Boş Koltuk
Neredeyse beş ders olmuştu ama hala kendinde bir farklılık, bir açılma hissetmiyordu. Oysa ne olduğunu tam da kestiremediği tutukluğunu giderebilmek umuduyla katılmıştı drama kurslarına. Daha özgür olabilmek için. İçinde bir yerlerde tutsak kalmış birşeyler vardı. Ne olduğunu bilmediği ama hissettiği birşeyler. Ya dans ya da drama ile içinden çıkartabileceğini düşünmüştü. Belki de dansa gitmeliydi. Dans ederken zaman zaman kasıldığını biliyordu. Şöyle özgür bırakamıyordu ki bedeni salınsın etrafta. Drama daha entelektüel gelmişti -ne demekse- .
Hoca o gün yapacakları çalışma için tüm katılımcıların daire biçiminde oturmalarını istedi. Yaklaşık 15-20 kişi oldukları için salonun ortasında genişçe bir daire oluşturdular. Hoca dairenin orta yerine boş bir koltuk yerleştirdi ve “Şimdi herkesten bu boş koltukta, babası oturuyormuş gibi hayal etmesini ve ona şu an içinden geçen duygularını söylemesini istiyorum.” dedi.

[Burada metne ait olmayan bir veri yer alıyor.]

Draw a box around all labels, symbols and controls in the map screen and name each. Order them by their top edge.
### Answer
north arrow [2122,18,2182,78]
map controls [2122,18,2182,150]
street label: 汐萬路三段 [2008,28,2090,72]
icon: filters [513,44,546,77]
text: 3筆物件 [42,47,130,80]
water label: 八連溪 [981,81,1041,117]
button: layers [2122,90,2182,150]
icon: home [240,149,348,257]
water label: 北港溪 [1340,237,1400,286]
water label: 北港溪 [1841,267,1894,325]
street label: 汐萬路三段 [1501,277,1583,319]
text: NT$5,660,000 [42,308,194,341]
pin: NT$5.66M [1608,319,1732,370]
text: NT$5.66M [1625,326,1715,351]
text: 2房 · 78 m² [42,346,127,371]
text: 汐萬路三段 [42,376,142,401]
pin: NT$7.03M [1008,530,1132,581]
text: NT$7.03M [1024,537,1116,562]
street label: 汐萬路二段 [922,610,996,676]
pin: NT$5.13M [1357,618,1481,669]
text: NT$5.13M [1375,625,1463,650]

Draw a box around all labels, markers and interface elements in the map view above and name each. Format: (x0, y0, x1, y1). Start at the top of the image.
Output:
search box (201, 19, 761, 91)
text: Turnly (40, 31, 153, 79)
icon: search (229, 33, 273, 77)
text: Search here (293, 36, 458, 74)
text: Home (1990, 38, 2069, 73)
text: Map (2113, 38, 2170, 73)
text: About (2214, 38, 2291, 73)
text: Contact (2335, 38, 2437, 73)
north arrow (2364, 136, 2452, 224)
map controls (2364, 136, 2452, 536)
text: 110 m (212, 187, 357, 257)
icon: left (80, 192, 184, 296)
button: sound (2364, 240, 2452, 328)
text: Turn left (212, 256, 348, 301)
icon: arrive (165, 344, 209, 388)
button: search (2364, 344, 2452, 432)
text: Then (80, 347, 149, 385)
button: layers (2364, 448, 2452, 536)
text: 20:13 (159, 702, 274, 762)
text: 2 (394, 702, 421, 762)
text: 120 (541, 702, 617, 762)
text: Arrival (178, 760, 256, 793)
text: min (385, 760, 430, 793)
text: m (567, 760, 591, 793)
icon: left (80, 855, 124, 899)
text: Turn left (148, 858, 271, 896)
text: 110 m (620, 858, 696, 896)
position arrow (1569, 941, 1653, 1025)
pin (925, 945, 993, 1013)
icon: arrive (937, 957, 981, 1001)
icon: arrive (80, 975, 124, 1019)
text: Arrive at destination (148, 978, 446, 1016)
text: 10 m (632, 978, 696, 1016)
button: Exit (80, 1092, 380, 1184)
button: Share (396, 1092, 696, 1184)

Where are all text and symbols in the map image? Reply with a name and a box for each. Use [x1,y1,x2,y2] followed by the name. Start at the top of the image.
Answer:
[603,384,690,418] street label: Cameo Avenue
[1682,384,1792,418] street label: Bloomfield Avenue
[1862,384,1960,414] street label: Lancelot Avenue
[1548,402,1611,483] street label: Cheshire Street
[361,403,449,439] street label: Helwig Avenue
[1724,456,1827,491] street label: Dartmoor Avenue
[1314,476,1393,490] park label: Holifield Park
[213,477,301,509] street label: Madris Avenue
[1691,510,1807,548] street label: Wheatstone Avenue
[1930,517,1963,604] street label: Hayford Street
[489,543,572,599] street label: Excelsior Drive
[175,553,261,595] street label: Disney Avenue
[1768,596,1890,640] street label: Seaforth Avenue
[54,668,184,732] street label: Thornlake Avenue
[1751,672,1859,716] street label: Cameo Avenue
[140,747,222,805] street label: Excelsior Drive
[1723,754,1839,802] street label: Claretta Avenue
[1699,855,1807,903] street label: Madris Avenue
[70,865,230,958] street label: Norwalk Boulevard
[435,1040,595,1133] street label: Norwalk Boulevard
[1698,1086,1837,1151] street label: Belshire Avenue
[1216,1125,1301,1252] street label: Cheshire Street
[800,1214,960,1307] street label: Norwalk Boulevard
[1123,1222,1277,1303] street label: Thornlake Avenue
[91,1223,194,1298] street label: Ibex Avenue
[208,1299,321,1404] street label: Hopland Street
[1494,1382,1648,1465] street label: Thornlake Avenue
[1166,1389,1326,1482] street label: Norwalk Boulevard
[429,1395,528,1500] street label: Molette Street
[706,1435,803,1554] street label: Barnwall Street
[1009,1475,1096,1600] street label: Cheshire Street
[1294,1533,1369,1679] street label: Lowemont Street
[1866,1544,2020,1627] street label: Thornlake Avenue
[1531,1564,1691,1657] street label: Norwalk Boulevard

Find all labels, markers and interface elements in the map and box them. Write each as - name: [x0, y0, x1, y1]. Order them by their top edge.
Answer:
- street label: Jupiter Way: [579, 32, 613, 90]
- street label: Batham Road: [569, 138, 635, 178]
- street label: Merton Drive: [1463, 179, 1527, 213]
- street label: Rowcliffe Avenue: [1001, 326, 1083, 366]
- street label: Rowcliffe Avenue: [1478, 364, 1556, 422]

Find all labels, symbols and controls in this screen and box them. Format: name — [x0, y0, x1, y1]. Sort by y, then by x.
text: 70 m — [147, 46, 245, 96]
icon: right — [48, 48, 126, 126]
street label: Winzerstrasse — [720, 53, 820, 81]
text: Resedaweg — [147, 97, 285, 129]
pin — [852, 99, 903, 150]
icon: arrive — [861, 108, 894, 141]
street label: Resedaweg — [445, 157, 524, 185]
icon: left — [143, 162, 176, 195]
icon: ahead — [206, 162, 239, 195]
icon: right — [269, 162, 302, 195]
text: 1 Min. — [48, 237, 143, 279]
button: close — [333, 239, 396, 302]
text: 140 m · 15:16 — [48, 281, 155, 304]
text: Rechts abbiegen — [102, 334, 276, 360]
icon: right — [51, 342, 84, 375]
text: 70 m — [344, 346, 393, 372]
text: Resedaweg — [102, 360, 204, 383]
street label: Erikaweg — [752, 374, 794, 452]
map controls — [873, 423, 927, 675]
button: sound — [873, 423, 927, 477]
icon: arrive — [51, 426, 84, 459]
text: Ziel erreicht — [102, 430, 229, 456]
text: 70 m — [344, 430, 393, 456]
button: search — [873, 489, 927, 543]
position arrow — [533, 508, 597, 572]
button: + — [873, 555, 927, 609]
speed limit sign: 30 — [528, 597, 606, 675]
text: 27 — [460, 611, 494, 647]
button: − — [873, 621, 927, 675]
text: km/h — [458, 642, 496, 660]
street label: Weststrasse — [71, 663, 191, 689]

Salondakilere hazırlanmaları için bir kaç dakika tanıdıktan sonra çalışmayı başlattı. Sırası gelen babasına olan duygularını anlatıyordu. Kimi onu ne kadar sevdiğinden, kimi ne kadar özlediğinden bahsediyordu. Özlem duygularını dile getirenlerin bir kısmı gözyaşlarına hakim olamıyordu. Belki de çok yeni kaybetmişlerdi babalarını. Grubun içindeki en istekli en heyecanlı görünen -derslerdeki tavırları böyle düşünmesine sebep olmuştu- güzel gözlü kıza sıra gelince, herkesi şaşkına çeviren bir diyaloğa tanık oldular. Kız bir taraftan gözyaşlarını tutamazken bir taraftan da babasına öfke kusuyordu. Babalarıyla sorunu olan başka gönlü kırıklar da olmuştu grupta, onlar da sitem etmişlerdi babalarına ama güzel gözlü kızın öfkesi adeta tüm bedeninden fışkırıyordu.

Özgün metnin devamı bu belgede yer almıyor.